How should the notes of the first visit be laid out?

Use the SOAP system to lay out your initial notes.

  1. Start with the history (story or what is said):
    • The reason for referral should be noted together with the child’s age and gender. It is important to begin with the presenting complaints and the detailed history relating to each of them. This will form the present history.
    • Any important points from the past history should be recorded.
    • Any outstanding immunisations must be recorded.
    • Important facts from the social history should be noted.
    • Each section of the history (present, past, immunisation and social history) is given a separate heading to make it easier to read.
  2. Important positive and negative aspects of the special questions are usually written under a separate Special Questions heading.
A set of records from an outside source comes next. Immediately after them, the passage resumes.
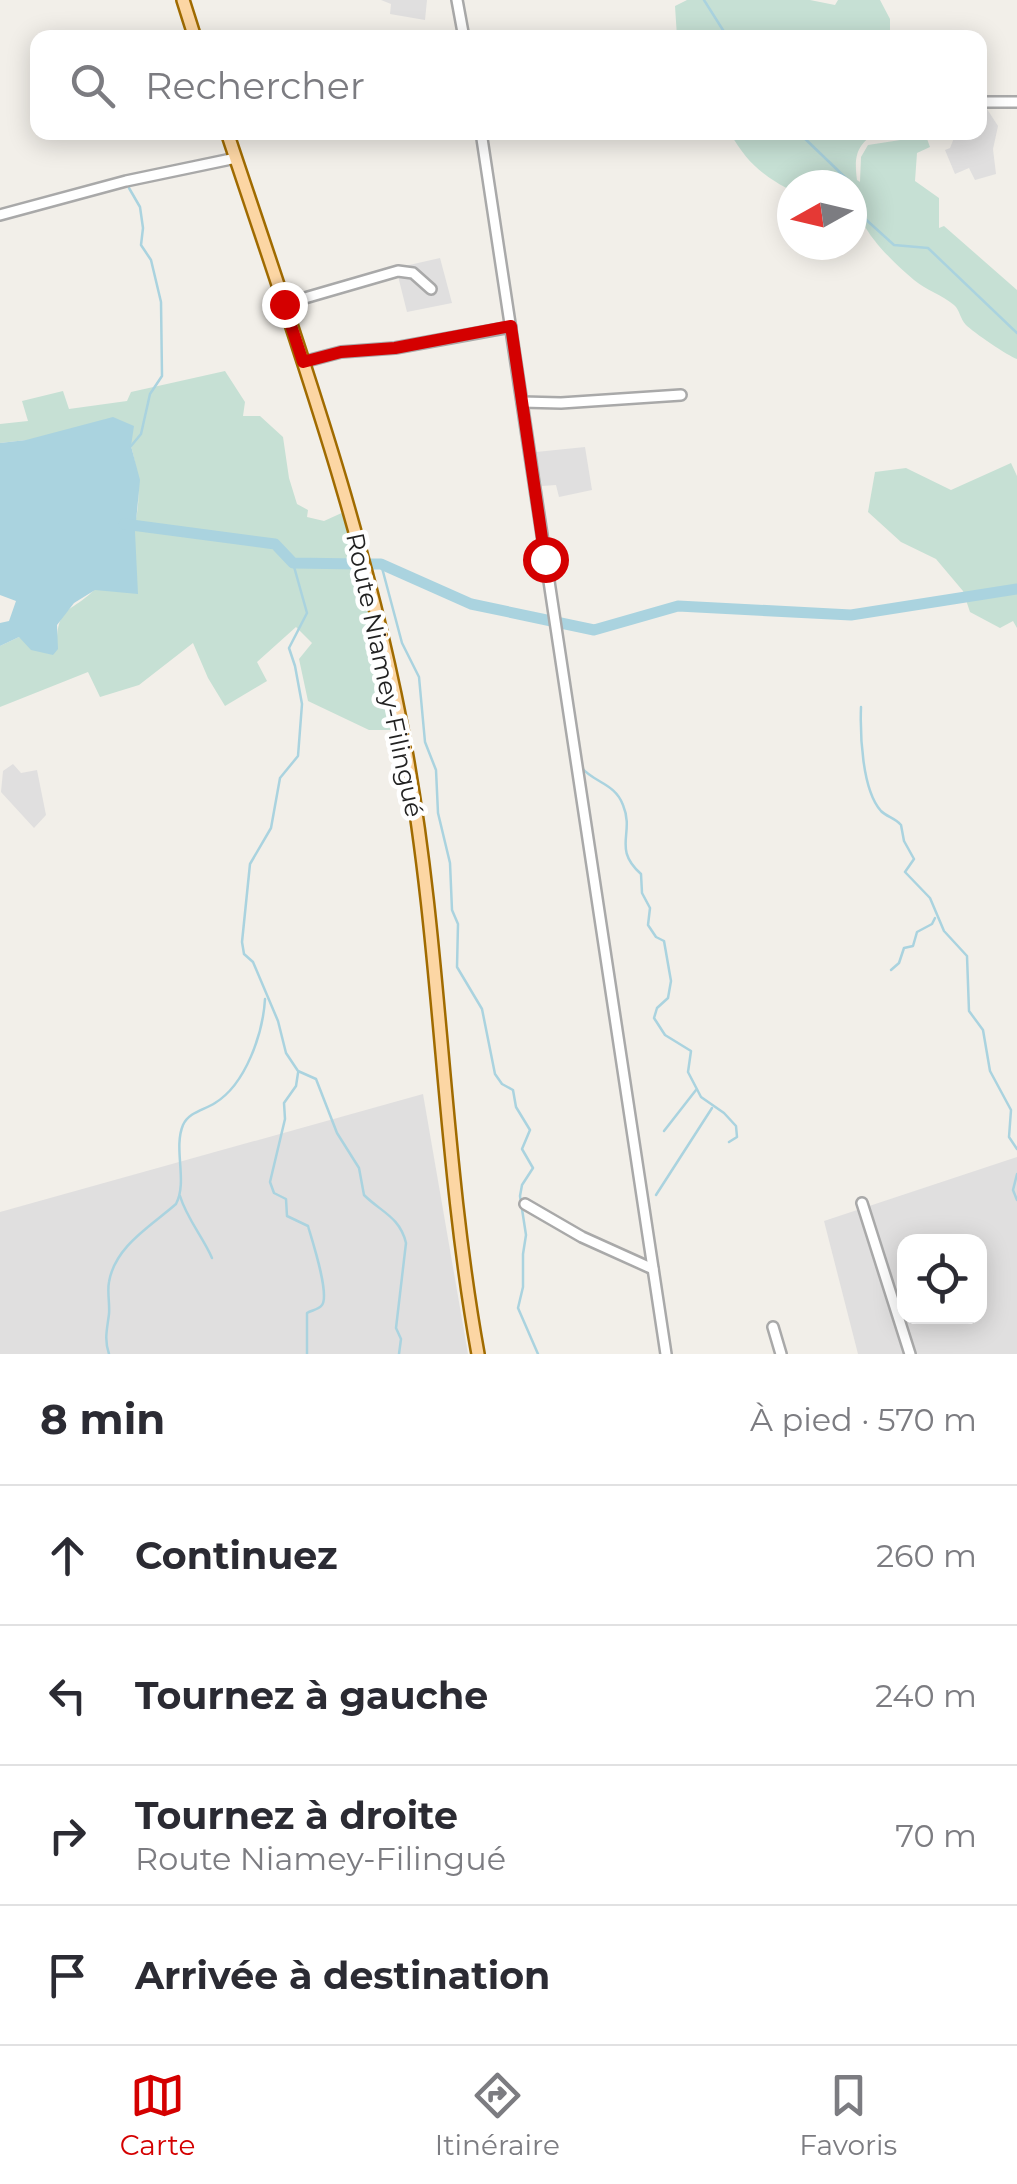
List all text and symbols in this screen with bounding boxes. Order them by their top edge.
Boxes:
search box [30,30,987,140]
icon: search [65,58,120,113]
text: Rechercher [145,62,365,109]
north arrow [777,170,867,260]
route end [262,282,308,328]
street label: Route Niamey-Filingué [340,530,430,820]
route start [523,537,569,583]
map controls [897,1234,987,1324]
button: locate [897,1234,987,1324]
text: 8 min [40,1393,165,1445]
text: À pied · 570 m [750,1400,977,1439]
icon: ahead [40,1528,95,1583]
text: Continuez [135,1532,338,1579]
text: 260 m [876,1536,977,1575]
icon: left [40,1668,95,1723]
text: Tournez à gauche [135,1672,488,1719]
text: 240 m [875,1676,977,1715]
text: Tournez à droite [135,1792,458,1839]
icon: right [40,1808,95,1863]
text: 70 m [895,1816,977,1855]
text: Route Niamey-Filingué [135,1839,506,1878]
icon: arrive [40,1948,95,2003]
text: Arrivée à destination [135,1952,550,1999]
tab: Carte [120,2068,195,2162]
tab: Itinéraire [435,2068,560,2162]
tab: Favoris [799,2068,897,2162]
This completes the history section of the notes.
  3. The physical examination follows next. This usually is written under the following headings:
    • Weight (and sometimes head circumference and length or height)
    • Temperature
    • The general appearance of the child (including nutritional state and hydration)
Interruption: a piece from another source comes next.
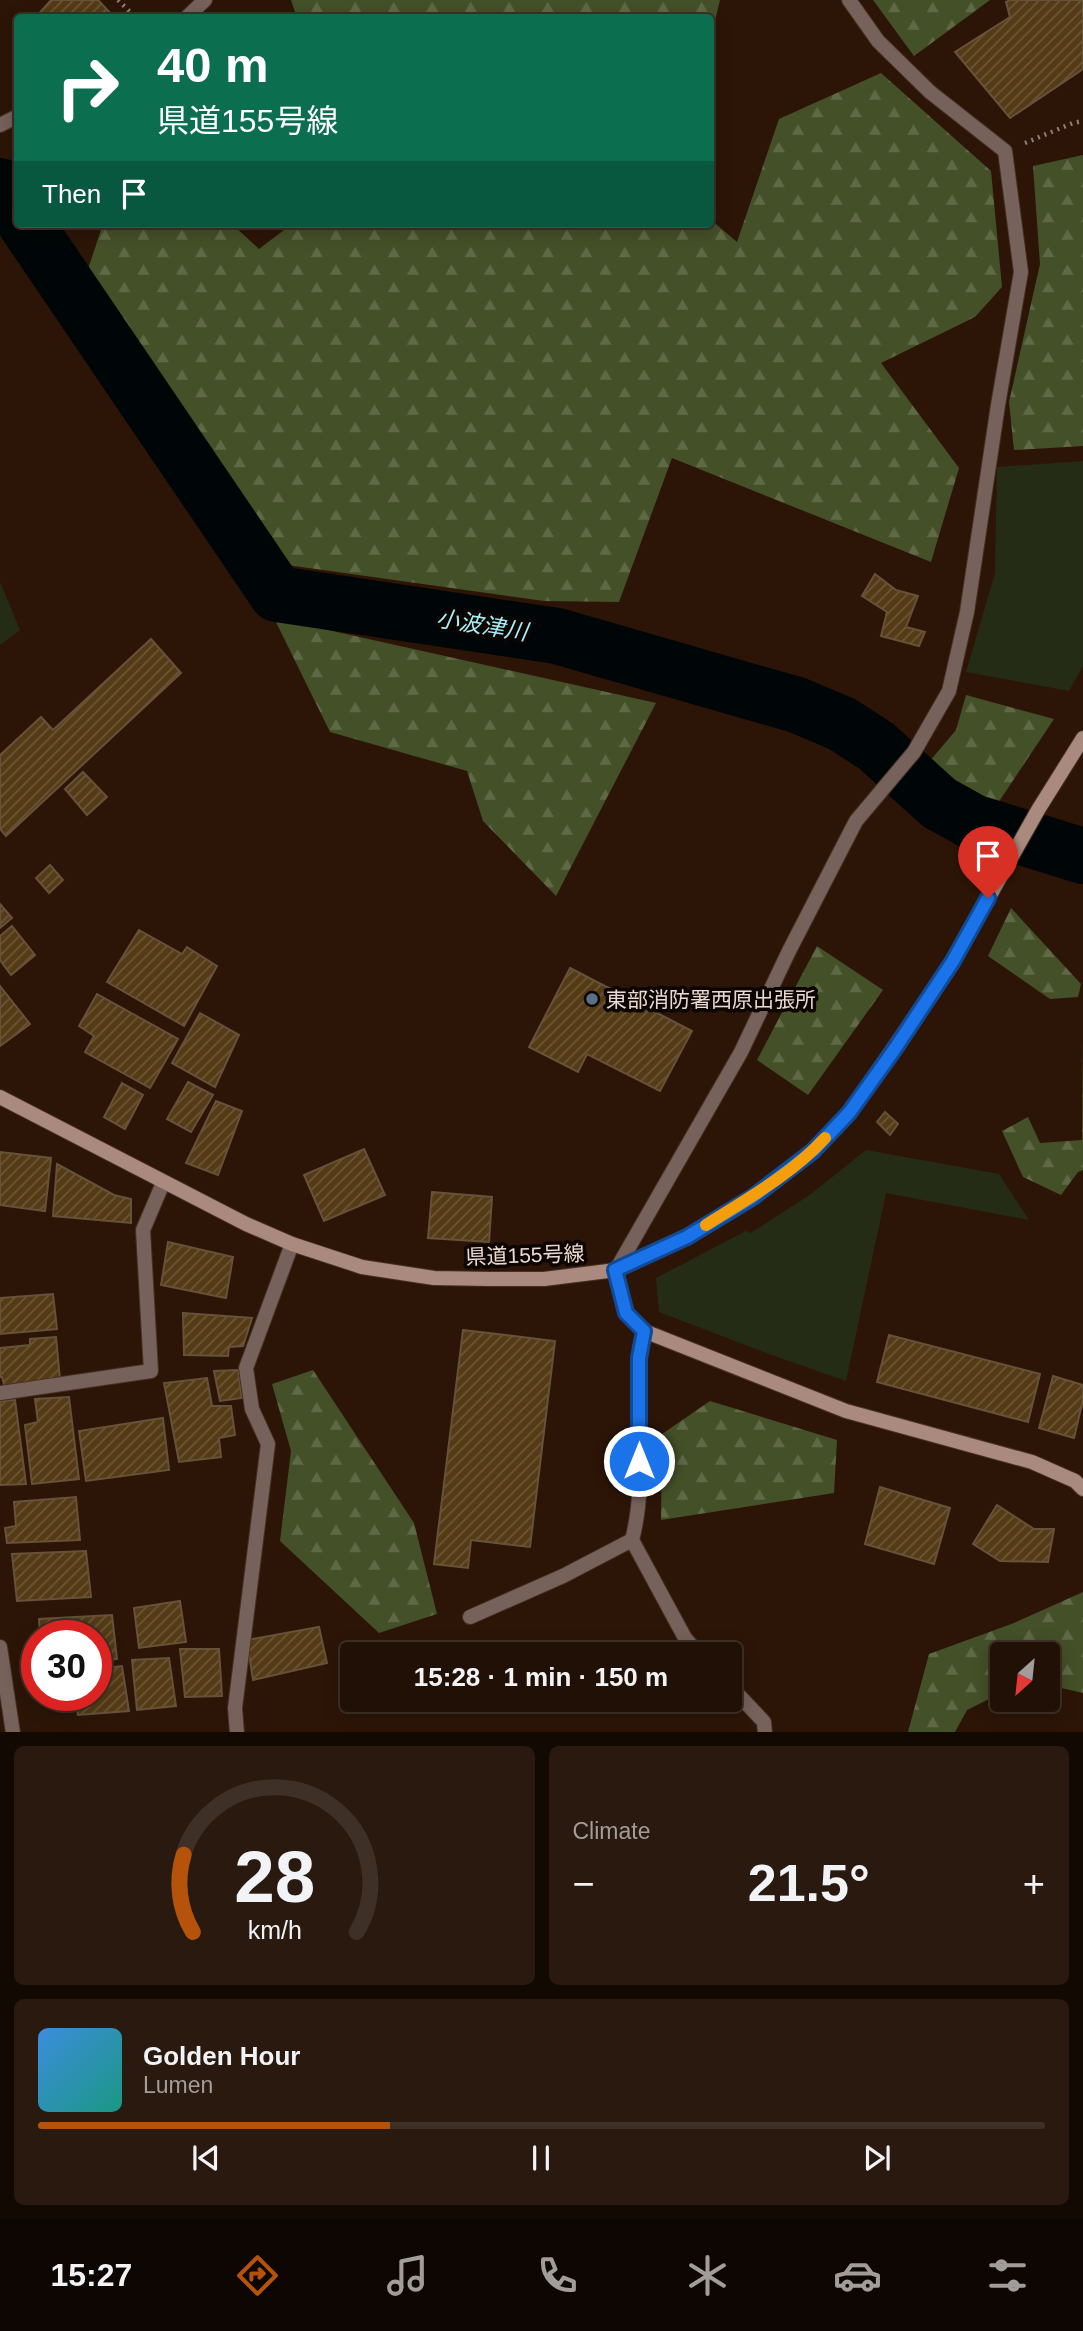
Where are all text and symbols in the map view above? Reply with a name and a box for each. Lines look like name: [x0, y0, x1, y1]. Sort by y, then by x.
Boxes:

    • Specific general signs (such as pallor, cyanosis, jaundice and oedema)
    • Important positive or negative signs from each body part (e.g. head) or organ system (e.g. cardiovascular system)
  4. List special investigations asked for, note the date of the investigation and record any results available.
  5. Make an assessment by drawing up a problem list with diagnoses where possible.
  6. Write a plan of action for each problem.

All notes must clearly state the date and your name.